Aim of the task:
Below is a set of entries. Print the line that contains "thumb ip: (235, 181)" and every later line word for word, through the final one.

Data for analysis:

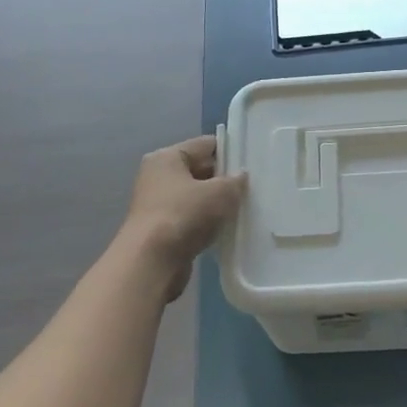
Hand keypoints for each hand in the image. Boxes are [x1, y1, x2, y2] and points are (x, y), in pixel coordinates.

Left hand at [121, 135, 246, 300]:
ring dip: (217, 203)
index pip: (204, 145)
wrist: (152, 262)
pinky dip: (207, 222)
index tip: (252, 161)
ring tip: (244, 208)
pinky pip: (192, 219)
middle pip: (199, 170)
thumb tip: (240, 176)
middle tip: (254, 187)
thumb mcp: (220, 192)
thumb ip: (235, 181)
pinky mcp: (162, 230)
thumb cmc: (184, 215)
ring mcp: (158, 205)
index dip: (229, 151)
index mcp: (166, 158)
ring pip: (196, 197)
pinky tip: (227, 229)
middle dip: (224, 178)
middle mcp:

Exercise output:
thumb ip: (235, 181)
pinky mcp: (162, 230)
thumb cmc: (184, 215)
ring mcp: (158, 205)
index dip: (229, 151)
index mcp: (166, 158)
ring pip: (196, 197)
pinky tip: (227, 229)
middle dip: (224, 178)
middle mcp:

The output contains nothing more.